#### Data for this exercise ####

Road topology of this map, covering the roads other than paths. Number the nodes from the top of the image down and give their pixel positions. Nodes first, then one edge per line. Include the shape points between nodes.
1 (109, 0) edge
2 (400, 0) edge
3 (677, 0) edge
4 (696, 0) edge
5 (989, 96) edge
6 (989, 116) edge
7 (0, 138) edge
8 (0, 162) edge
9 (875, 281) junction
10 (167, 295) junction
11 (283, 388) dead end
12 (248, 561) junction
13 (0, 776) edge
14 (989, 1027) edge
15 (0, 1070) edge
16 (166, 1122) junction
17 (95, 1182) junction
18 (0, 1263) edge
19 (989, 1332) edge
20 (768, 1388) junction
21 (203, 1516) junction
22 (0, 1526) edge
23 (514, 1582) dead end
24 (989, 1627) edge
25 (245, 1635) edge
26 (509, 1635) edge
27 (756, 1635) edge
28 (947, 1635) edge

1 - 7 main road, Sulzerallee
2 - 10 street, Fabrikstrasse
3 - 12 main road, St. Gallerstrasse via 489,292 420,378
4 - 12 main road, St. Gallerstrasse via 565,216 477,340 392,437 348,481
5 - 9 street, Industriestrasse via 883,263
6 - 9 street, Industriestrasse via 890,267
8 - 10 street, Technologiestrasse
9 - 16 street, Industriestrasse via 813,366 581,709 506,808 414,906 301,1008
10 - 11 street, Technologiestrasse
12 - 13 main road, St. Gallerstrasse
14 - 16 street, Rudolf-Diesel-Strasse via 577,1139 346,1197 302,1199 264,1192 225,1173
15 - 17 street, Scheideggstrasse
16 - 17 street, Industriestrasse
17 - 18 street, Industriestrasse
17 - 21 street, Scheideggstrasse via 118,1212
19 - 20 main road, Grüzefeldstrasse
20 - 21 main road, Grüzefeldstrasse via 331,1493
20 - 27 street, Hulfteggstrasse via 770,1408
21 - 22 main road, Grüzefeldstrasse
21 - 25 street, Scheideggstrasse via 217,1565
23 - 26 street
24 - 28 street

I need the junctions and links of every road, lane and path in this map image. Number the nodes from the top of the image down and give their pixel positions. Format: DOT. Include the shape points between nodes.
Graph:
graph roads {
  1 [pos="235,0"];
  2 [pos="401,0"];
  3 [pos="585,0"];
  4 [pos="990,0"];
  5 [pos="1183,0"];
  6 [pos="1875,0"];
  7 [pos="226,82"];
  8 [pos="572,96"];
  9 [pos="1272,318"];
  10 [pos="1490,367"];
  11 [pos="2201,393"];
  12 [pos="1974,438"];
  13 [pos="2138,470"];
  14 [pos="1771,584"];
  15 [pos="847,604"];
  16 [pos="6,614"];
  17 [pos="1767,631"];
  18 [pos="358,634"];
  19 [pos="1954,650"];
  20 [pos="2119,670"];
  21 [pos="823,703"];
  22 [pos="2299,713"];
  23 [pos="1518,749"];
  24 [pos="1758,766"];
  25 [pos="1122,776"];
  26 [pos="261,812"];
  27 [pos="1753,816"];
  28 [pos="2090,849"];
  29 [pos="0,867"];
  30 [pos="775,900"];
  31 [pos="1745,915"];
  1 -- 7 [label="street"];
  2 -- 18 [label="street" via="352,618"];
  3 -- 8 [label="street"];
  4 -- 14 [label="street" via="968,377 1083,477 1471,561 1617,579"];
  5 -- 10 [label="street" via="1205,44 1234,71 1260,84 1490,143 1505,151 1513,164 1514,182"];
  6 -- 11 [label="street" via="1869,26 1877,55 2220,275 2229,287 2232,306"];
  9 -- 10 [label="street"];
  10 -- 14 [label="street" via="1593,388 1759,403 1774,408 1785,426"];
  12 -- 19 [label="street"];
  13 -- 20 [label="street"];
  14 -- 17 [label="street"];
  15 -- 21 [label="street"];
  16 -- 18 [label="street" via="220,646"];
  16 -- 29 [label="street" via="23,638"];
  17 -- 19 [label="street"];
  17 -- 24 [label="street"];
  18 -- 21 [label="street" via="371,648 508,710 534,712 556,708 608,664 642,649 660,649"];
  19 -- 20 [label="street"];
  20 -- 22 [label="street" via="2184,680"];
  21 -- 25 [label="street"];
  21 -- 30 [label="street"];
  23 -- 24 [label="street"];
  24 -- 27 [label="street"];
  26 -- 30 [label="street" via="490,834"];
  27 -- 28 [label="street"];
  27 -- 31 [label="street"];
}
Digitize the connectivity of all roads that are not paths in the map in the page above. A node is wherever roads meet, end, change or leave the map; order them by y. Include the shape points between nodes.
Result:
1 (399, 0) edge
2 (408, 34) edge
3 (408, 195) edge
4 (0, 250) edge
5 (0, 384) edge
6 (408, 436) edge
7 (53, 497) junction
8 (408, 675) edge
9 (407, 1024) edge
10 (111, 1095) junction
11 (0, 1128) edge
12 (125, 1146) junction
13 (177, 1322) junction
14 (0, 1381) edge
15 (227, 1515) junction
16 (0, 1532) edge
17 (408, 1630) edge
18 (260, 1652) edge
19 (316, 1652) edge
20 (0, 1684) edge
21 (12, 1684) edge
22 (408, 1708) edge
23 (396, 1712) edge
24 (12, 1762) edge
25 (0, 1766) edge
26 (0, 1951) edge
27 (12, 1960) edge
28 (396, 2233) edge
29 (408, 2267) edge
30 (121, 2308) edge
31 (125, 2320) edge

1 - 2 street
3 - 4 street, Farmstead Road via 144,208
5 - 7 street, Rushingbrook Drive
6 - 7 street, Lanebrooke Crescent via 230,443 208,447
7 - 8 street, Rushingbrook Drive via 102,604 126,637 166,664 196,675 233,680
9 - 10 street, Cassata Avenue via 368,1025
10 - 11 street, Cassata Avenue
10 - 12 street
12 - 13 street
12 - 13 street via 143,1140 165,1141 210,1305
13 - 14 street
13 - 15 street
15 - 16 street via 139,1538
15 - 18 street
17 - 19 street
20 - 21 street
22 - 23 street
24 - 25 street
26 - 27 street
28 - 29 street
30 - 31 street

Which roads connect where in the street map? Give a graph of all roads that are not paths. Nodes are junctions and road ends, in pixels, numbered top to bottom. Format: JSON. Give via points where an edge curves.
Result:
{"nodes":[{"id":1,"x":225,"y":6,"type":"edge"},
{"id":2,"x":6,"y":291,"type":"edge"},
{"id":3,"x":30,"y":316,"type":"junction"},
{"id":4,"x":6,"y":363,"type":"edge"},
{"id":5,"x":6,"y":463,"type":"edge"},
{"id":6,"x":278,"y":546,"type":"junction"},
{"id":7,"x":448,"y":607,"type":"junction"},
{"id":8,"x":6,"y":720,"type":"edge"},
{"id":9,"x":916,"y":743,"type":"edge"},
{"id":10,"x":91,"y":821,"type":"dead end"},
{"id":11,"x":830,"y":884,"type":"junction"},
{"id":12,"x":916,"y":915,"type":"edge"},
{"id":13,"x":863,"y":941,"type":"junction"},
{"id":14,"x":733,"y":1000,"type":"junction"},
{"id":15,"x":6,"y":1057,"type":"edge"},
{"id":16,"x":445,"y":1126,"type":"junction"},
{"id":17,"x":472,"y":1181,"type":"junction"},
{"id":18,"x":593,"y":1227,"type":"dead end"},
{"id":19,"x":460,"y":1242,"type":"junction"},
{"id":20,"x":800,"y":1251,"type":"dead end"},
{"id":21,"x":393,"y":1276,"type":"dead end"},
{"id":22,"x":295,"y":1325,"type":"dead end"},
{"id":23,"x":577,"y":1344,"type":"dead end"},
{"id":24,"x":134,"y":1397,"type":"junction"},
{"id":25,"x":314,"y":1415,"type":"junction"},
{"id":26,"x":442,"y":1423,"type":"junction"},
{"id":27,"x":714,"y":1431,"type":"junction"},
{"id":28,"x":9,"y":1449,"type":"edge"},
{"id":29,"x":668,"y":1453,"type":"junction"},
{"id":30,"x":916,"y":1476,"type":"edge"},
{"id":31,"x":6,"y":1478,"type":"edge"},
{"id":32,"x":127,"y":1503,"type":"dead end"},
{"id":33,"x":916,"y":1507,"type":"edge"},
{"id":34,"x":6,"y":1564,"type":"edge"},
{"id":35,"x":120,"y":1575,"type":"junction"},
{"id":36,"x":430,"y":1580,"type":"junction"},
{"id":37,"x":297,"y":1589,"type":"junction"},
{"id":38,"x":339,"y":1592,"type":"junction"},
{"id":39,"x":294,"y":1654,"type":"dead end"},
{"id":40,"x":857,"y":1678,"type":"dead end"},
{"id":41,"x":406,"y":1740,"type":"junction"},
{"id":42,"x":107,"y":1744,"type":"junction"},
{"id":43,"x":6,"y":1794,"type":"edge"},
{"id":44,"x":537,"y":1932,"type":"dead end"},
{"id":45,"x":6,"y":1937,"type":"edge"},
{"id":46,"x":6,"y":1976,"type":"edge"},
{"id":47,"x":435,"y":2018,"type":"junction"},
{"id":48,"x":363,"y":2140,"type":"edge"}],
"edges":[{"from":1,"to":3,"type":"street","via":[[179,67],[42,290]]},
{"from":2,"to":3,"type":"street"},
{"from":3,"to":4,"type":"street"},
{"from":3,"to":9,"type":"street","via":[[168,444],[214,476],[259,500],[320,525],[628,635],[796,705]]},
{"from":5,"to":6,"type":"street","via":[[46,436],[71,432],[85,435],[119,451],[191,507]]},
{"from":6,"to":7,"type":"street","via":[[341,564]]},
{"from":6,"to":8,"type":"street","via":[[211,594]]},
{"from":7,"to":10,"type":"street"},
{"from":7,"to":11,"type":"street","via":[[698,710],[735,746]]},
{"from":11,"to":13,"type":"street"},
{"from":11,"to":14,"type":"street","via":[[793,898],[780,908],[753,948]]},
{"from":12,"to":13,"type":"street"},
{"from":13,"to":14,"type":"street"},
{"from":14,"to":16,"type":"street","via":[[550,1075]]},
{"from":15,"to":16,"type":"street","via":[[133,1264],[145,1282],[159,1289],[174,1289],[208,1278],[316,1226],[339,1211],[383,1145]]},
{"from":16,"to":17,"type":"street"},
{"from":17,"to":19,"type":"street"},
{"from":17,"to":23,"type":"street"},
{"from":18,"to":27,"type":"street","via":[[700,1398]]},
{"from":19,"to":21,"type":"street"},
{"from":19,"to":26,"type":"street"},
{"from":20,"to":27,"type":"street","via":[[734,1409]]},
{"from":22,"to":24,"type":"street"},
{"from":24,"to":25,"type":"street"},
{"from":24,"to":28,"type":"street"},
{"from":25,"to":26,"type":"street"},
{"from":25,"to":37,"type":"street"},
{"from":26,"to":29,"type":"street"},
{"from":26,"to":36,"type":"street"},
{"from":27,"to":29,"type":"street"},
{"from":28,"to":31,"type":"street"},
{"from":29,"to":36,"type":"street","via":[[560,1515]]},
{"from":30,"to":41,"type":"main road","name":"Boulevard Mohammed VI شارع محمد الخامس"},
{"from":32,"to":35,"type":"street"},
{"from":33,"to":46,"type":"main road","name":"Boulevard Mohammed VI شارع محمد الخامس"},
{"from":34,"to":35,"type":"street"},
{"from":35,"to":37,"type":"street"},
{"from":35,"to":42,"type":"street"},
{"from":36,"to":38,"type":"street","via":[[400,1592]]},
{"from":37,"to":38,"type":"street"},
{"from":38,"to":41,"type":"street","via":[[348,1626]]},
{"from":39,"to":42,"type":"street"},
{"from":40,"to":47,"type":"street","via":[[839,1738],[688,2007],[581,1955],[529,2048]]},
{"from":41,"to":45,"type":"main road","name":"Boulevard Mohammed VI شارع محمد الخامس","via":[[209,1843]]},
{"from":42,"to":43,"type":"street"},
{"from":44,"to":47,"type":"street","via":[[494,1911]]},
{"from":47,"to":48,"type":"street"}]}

####

_About this exercise:_ Pull out all lines in the data above that include "Cassata".

_Reply to the exercise:_
9 - 10 street, Cassata Avenue via 368,1025
10 - 11 street, Cassata Avenue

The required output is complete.